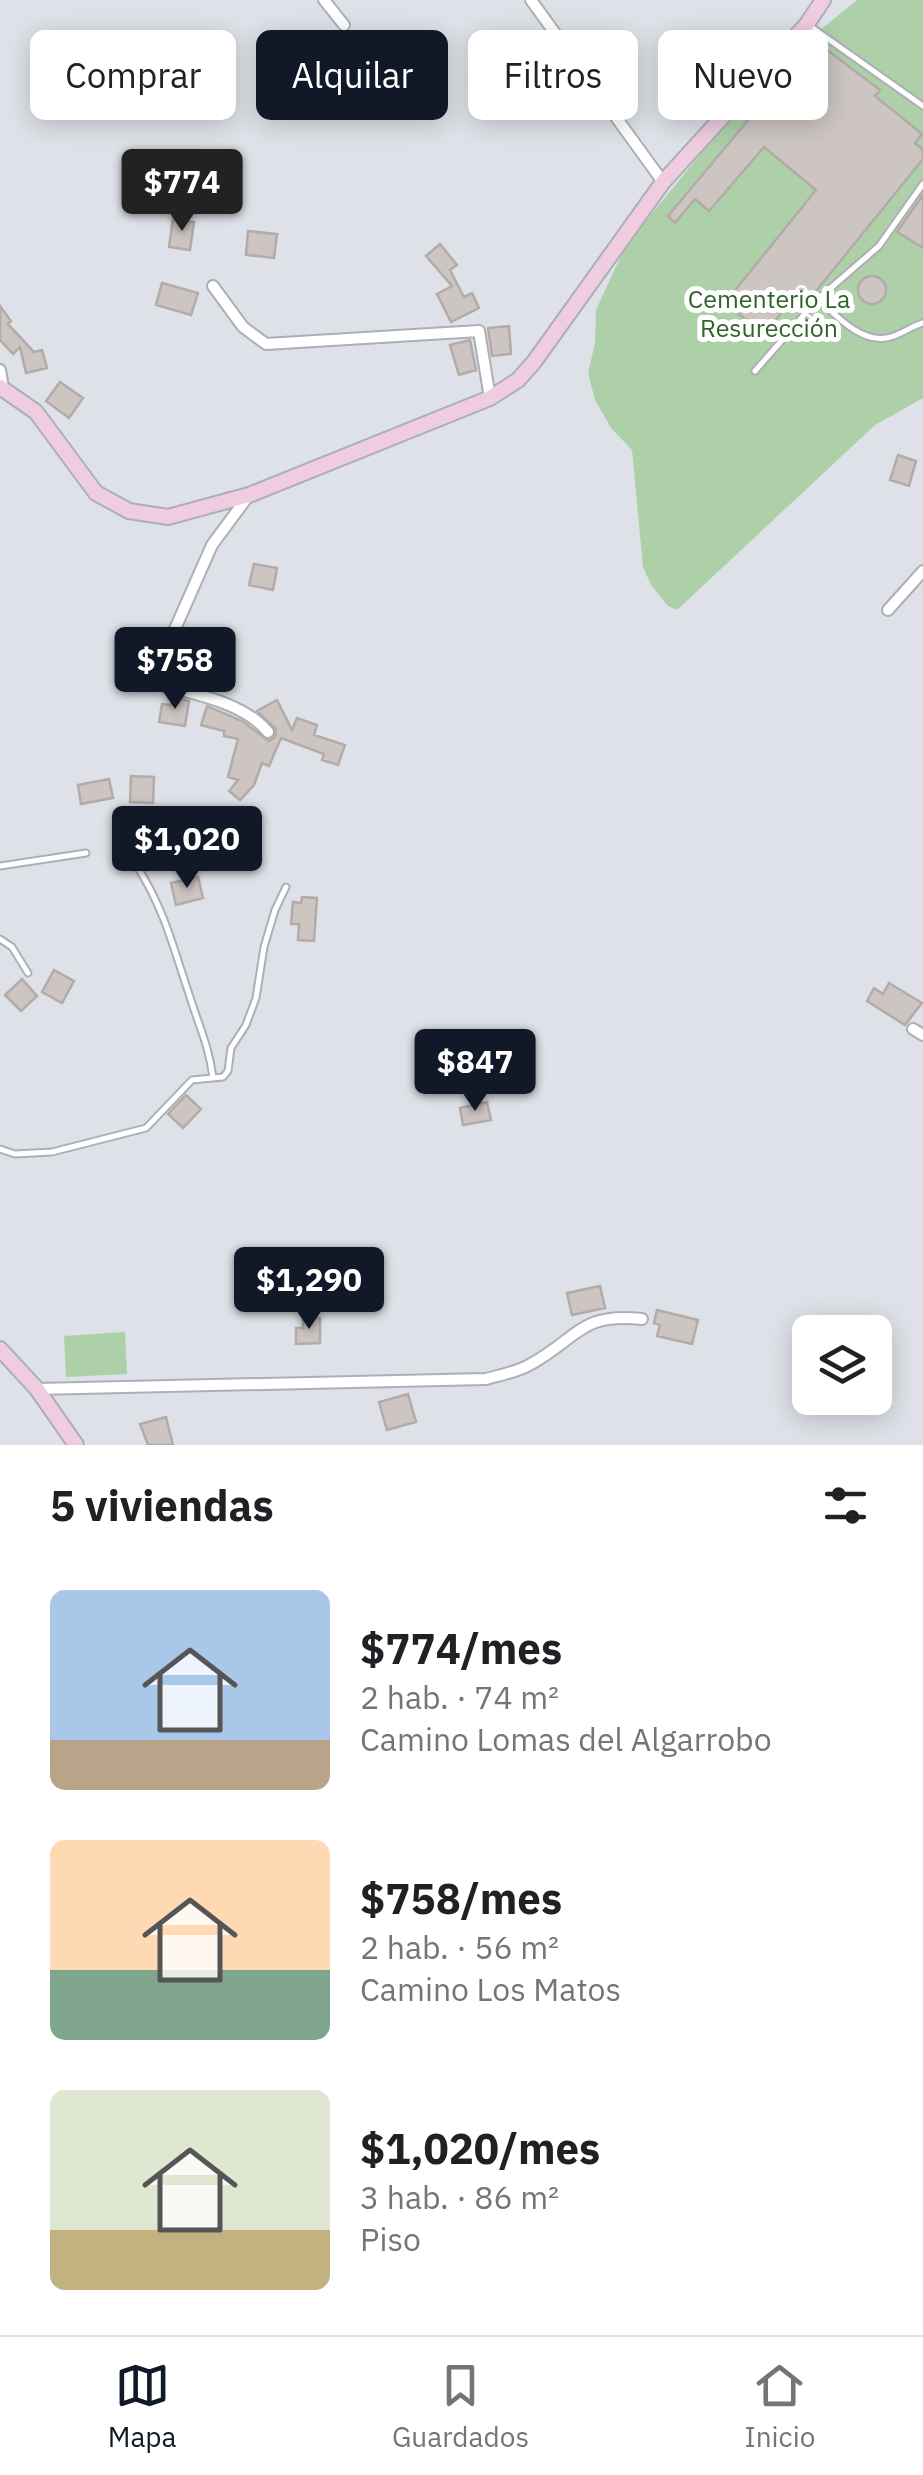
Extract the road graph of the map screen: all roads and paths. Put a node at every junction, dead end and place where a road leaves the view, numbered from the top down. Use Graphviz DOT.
graph roads {
  1 [pos="324,0"];
  2 [pos="531,0"];
  3 [pos="823,0"];
  4 [pos="807,24"];
  5 [pos="344,26"];
  6 [pos="923,106"];
  7 [pos="663,182"];
  8 [pos="923,184"];
  9 [pos="213,286"];
  10 [pos="818,299"];
  11 [pos="923,323"];
  12 [pos="0,370"];
  13 [pos="755,371"];
  14 [pos="1,387"];
  15 [pos="490,398"];
  16 [pos="249,495"];
  17 [pos="923,571"];
  18 [pos="888,610"];
  19 [pos="268,732"];
  20 [pos="86,853"];
  21 [pos="0,866"];
  22 [pos="138,868"];
  23 [pos="286,887"];
  24 [pos="0,939"];
  25 [pos="28,974"];
  26 [pos="213,1078"];
  27 [pos="0,1149"];
  28 [pos="642,1319"];
  29 [pos="0,1349"];
  30 [pos="37,1389"];
  31 [pos="76,1445"];
  1 -- 5 [label="street"];
  2 -- 7 [label="street"];
  3 -- 4 [label="street"];
  4 -- 6 [label="lane"];
  4 -- 7 [label="street"];
  7 -- 15 [label="street"];
  8 -- 10 [label="lane"];
  9 -- 15 [label="street"];
  10 -- 11 [label="lane"];
  10 -- 13 [label="lane"];
  12 -- 14 [label="street"];
  14 -- 16 [label="street"];
  15 -- 16 [label="street"];
  16 -- 19 [label="street"];
  17 -- 18 [label="street"];
  20 -- 21 [label="lane"];
  22 -- 26 [label="lane"];
  23 -- 26 [label="lane"];
  24 -- 25 [label="lane"];
  26 -- 27 [label="lane"];
  28 -- 30 [label="street"];
  29 -- 30 [label="street"];
  30 -- 31 [label="street"];
}
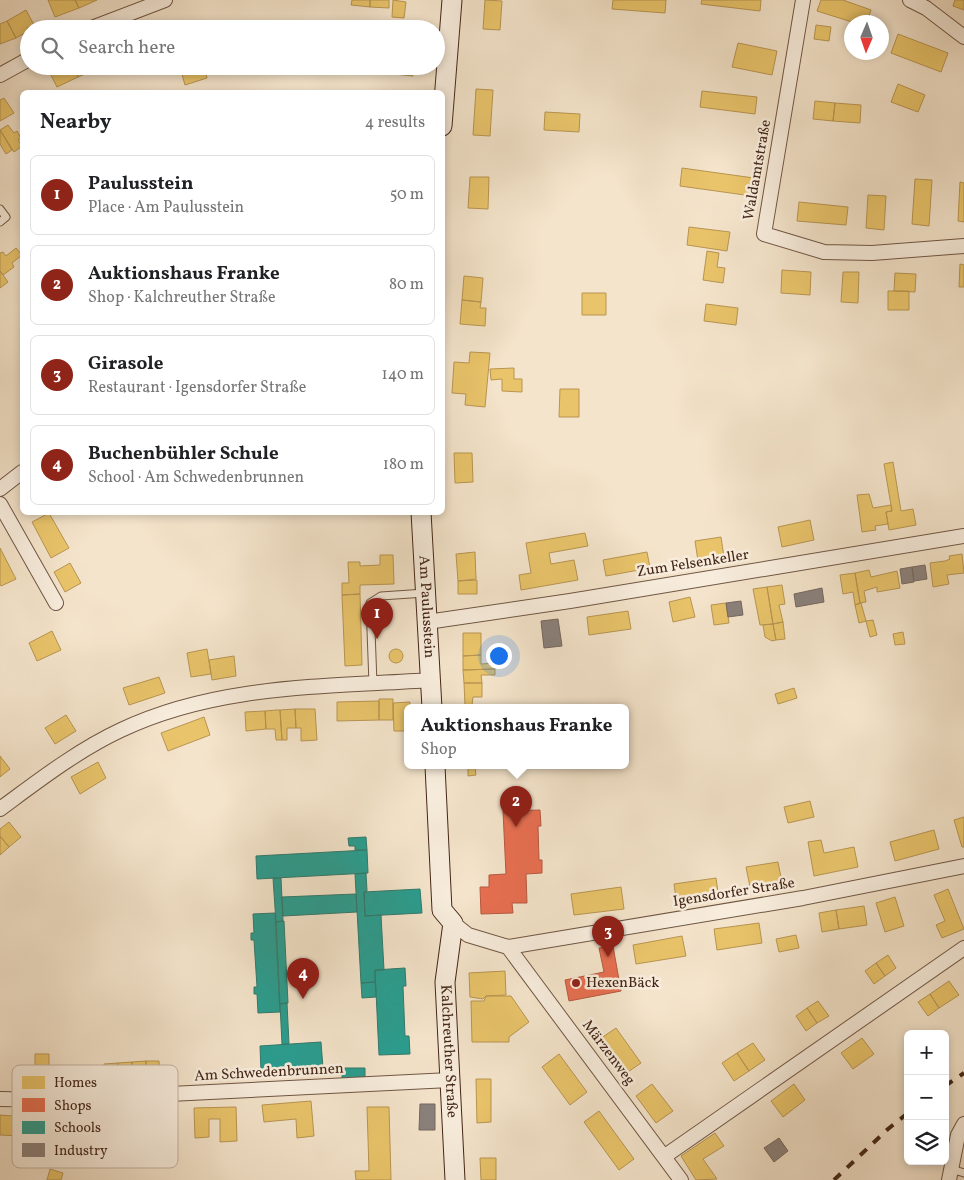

* * * * * * *

About this task - All of the entries above should be copied exactly, except for the pictures.

Exercise result -
Extract the road graph of the map screen: all roads and paths. Put a node at every junction, dead end and place where a road leaves the view, numbered from the top down. Use Graphviz DOT.
graph roads {
  1 [pos="324,0"];
  2 [pos="531,0"];
  3 [pos="823,0"];
  4 [pos="807,24"];
  5 [pos="344,26"];
  6 [pos="923,106"];
  7 [pos="663,182"];
  8 [pos="923,184"];
  9 [pos="213,286"];
  10 [pos="818,299"];
  11 [pos="923,323"];
  12 [pos="0,370"];
  13 [pos="755,371"];
  14 [pos="1,387"];
  15 [pos="490,398"];
  16 [pos="249,495"];
  17 [pos="923,571"];
  18 [pos="888,610"];
  19 [pos="268,732"];
  20 [pos="86,853"];
  21 [pos="0,866"];
  22 [pos="138,868"];
  23 [pos="286,887"];
  24 [pos="0,939"];
  25 [pos="28,974"];
  26 [pos="213,1078"];
  27 [pos="0,1149"];
  28 [pos="642,1319"];
  29 [pos="0,1349"];
  30 [pos="37,1389"];
  31 [pos="76,1445"];
  1 -- 5 [label="street"];
  2 -- 7 [label="street"];
  3 -- 4 [label="street"];
  4 -- 6 [label="lane"];
  4 -- 7 [label="street"];
  7 -- 15 [label="street"];
  8 -- 10 [label="lane"];
  9 -- 15 [label="street"];
  10 -- 11 [label="lane"];
  10 -- 13 [label="lane"];
  12 -- 14 [label="street"];
  14 -- 16 [label="street"];
  15 -- 16 [label="street"];
  16 -- 19 [label="street"];
  17 -- 18 [label="street"];
  20 -- 21 [label="lane"];
  22 -- 26 [label="lane"];
  23 -- 26 [label="lane"];
  24 -- 25 [label="lane"];
  26 -- 27 [label="lane"];
  28 -- 30 [label="street"];
  29 -- 30 [label="street"];
  30 -- 31 [label="street"];
}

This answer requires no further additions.